**ASSIGNMENT:** Which lines of the records below contain the word "paths"? Show each one.

======== RECORDS FOR THE TASK

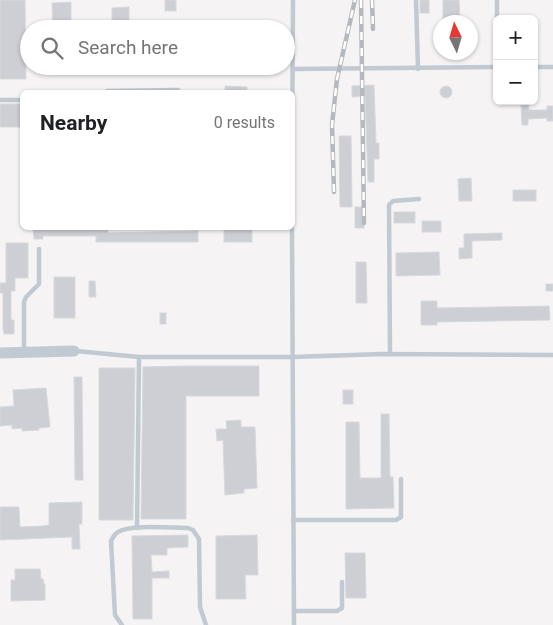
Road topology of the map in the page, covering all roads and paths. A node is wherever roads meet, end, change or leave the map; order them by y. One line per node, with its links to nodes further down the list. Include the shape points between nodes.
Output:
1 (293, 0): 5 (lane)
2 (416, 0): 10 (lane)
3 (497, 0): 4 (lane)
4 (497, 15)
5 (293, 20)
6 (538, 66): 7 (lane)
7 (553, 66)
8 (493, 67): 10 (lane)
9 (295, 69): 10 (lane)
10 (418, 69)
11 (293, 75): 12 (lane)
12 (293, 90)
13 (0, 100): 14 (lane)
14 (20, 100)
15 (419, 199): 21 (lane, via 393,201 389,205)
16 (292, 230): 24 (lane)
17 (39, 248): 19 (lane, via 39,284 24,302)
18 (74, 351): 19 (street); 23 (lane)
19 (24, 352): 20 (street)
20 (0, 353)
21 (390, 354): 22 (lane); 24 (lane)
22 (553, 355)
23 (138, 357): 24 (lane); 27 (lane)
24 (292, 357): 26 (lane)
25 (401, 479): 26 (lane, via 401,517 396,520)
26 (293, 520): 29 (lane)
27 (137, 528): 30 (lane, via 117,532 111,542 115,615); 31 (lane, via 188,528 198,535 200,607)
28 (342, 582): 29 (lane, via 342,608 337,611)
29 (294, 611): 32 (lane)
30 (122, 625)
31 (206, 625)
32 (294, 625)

================
======== RECORDS FOR THE TASK

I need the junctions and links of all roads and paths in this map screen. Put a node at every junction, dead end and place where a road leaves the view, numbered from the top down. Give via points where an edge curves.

================

**ANSWER AREA:**
Road topology of the map in the page, covering all roads and paths. A node is wherever roads meet, end, change or leave the map; order them by y. One line per node, with its links to nodes further down the list. Include the shape points between nodes.
I need the junctions and links of all roads and paths in this map screen. Put a node at every junction, dead end and place where a road leaves the view, numbered from the top down. Give via points where an edge curves.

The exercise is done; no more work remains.